Task directions -> Line by line, return the listing exactly, without any of the images.

▬▬▬

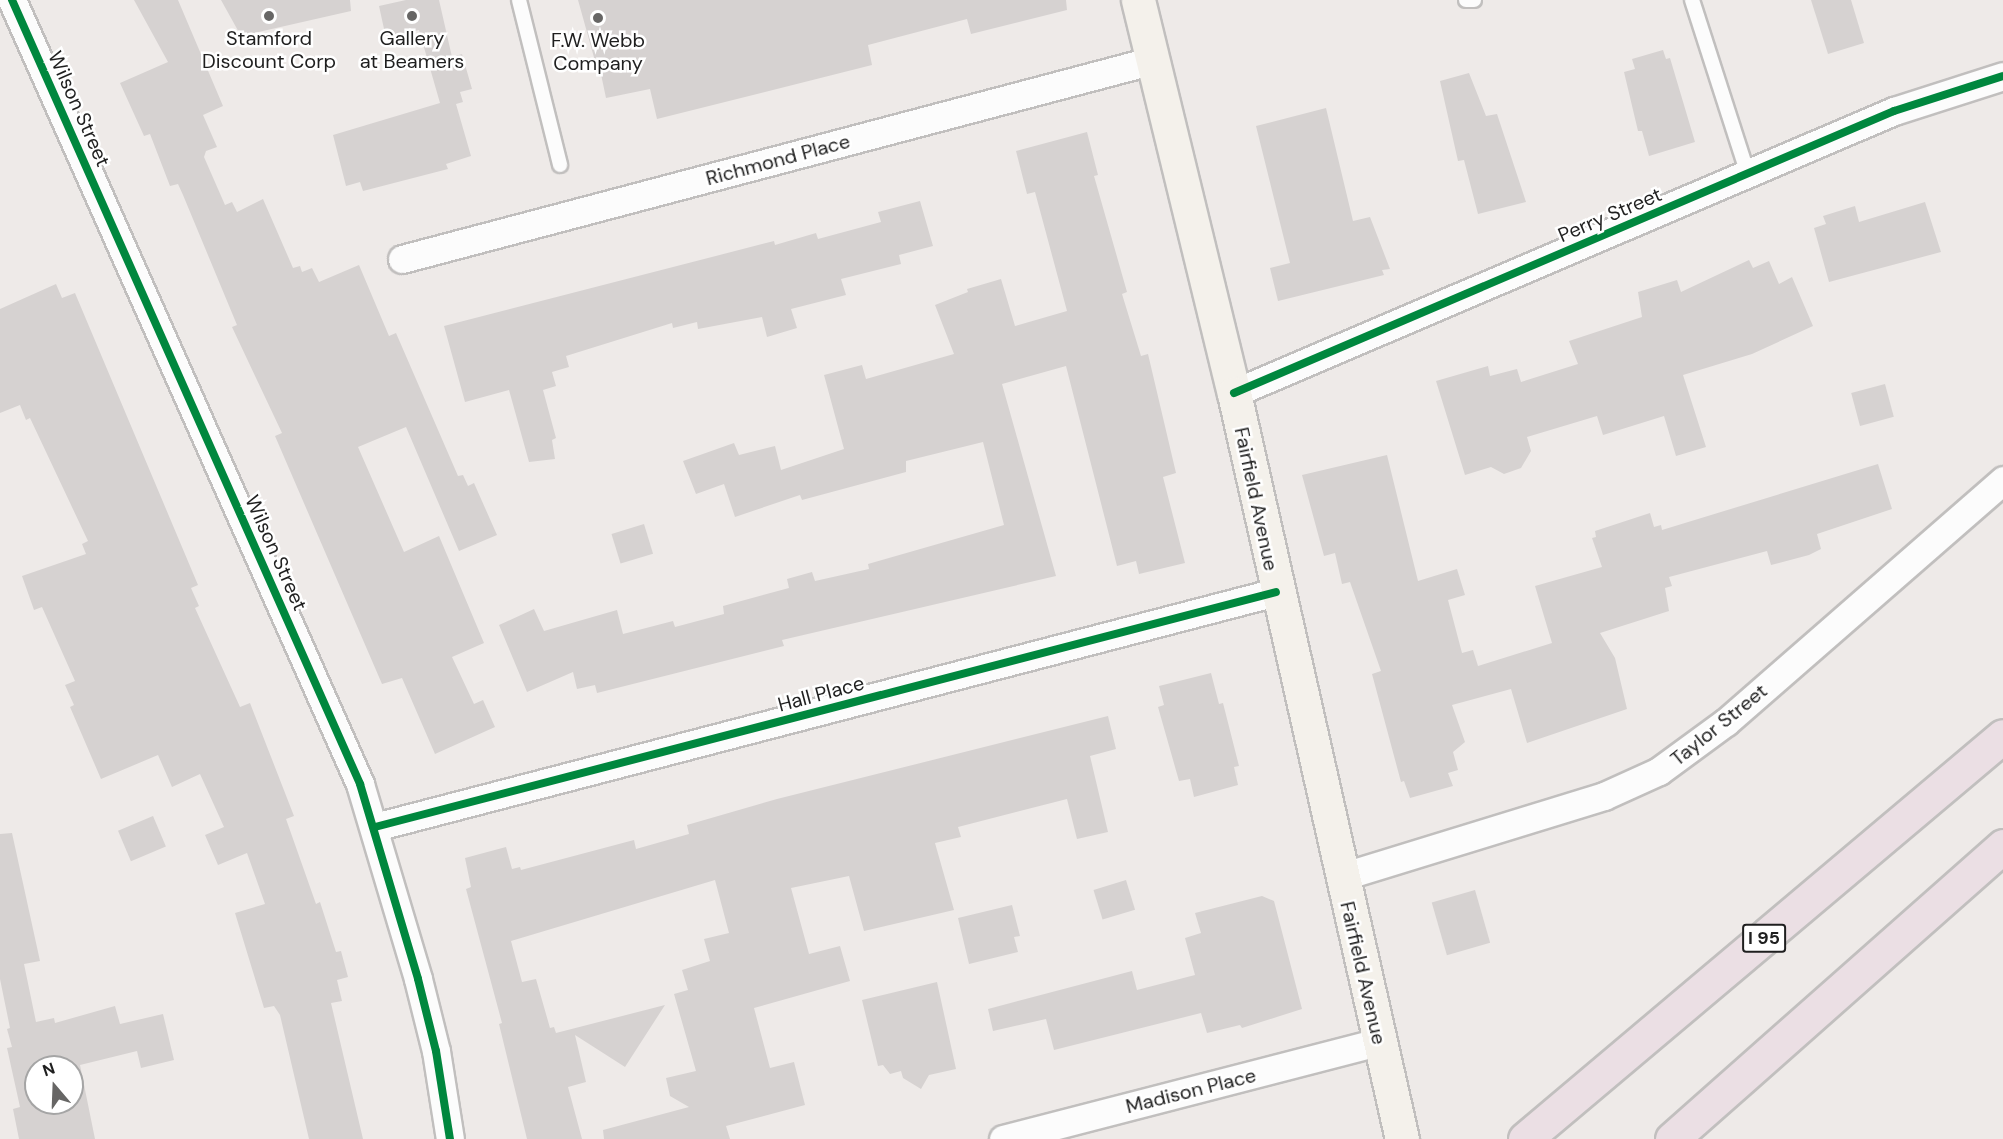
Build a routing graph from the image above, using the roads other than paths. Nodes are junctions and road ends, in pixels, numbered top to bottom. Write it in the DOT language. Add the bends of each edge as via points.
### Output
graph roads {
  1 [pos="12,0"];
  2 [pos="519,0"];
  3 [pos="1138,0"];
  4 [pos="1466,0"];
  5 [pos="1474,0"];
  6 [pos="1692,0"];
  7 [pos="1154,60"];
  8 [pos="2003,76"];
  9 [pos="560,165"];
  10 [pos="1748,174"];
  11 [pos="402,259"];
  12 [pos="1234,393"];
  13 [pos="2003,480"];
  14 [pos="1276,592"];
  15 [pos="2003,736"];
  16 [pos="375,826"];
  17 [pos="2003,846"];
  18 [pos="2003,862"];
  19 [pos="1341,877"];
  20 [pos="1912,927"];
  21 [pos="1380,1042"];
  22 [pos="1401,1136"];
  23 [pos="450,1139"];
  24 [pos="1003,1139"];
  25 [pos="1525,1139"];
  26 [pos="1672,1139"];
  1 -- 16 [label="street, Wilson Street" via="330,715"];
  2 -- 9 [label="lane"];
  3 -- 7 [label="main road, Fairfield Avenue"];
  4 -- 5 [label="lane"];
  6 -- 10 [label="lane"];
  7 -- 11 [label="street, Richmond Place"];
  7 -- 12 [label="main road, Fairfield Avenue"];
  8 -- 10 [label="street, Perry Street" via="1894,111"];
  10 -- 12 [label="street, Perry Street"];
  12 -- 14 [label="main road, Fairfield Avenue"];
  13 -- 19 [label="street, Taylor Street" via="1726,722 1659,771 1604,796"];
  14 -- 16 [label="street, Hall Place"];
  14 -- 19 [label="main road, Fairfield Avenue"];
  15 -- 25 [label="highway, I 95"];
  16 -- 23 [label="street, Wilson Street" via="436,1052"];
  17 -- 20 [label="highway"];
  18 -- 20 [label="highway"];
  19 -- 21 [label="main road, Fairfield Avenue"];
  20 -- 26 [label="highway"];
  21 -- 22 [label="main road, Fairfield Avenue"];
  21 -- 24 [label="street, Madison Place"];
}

▬▬▬

Task response ->
Build a routing graph from the image above, using the roads other than paths. Nodes are junctions and road ends, in pixels, numbered top to bottom. Write it in the DOT language. Add the bends of each edge as via points.
### Output
graph roads {
  1 [pos="12,0"];
  2 [pos="519,0"];
  3 [pos="1138,0"];
  4 [pos="1466,0"];
  5 [pos="1474,0"];
  6 [pos="1692,0"];
  7 [pos="1154,60"];
  8 [pos="2003,76"];
  9 [pos="560,165"];
  10 [pos="1748,174"];
  11 [pos="402,259"];
  12 [pos="1234,393"];
  13 [pos="2003,480"];
  14 [pos="1276,592"];
  15 [pos="2003,736"];
  16 [pos="375,826"];
  17 [pos="2003,846"];
  18 [pos="2003,862"];
  19 [pos="1341,877"];
  20 [pos="1912,927"];
  21 [pos="1380,1042"];
  22 [pos="1401,1136"];
  23 [pos="450,1139"];
  24 [pos="1003,1139"];
  25 [pos="1525,1139"];
  26 [pos="1672,1139"];
  1 -- 16 [label="street, Wilson Street" via="330,715"];
  2 -- 9 [label="lane"];
  3 -- 7 [label="main road, Fairfield Avenue"];
  4 -- 5 [label="lane"];
  6 -- 10 [label="lane"];
  7 -- 11 [label="street, Richmond Place"];
  7 -- 12 [label="main road, Fairfield Avenue"];
  8 -- 10 [label="street, Perry Street" via="1894,111"];
  10 -- 12 [label="street, Perry Street"];
  12 -- 14 [label="main road, Fairfield Avenue"];
  13 -- 19 [label="street, Taylor Street" via="1726,722 1659,771 1604,796"];
  14 -- 16 [label="street, Hall Place"];
  14 -- 19 [label="main road, Fairfield Avenue"];
  15 -- 25 [label="highway, I 95"];
  16 -- 23 [label="street, Wilson Street" via="436,1052"];
  17 -- 20 [label="highway"];
  18 -- 20 [label="highway"];
  19 -- 21 [label="main road, Fairfield Avenue"];
  20 -- 26 [label="highway"];
  21 -- 22 [label="main road, Fairfield Avenue"];
  21 -- 24 [label="street, Madison Place"];
}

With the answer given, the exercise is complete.